----- Task input
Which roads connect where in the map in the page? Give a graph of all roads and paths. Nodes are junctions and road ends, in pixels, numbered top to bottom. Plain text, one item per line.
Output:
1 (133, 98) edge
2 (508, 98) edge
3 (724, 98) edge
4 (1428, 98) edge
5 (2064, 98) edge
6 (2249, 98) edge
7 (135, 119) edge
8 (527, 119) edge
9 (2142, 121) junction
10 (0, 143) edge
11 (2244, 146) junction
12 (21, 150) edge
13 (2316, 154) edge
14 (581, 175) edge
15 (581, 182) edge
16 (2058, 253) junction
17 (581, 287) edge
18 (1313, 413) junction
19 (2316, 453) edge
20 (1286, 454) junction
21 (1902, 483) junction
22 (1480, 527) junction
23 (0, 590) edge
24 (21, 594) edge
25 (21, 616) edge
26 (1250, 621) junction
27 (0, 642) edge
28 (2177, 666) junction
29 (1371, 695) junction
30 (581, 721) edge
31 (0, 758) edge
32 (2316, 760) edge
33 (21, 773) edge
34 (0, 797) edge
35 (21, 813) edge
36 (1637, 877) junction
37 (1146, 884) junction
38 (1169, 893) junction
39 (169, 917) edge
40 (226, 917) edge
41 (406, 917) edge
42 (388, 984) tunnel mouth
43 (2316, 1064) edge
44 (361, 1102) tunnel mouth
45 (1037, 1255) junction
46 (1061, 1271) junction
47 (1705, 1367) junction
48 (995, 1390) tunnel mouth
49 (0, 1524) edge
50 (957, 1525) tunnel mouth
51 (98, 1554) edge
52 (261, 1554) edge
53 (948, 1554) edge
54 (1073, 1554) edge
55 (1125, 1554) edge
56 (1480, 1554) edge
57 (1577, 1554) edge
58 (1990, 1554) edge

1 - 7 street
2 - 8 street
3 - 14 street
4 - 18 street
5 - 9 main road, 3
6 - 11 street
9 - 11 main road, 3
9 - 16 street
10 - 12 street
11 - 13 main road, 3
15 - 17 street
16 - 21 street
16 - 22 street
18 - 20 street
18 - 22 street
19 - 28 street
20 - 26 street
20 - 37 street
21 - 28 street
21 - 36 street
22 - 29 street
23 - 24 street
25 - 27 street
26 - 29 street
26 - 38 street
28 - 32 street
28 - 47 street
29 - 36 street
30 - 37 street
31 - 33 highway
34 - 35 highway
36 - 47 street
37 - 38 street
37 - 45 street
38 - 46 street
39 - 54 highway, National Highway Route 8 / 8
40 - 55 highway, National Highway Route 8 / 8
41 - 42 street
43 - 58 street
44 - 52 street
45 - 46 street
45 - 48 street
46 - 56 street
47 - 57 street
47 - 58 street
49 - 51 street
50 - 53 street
----------
State, as a bare number, how many lines of the records above include "mouth".

4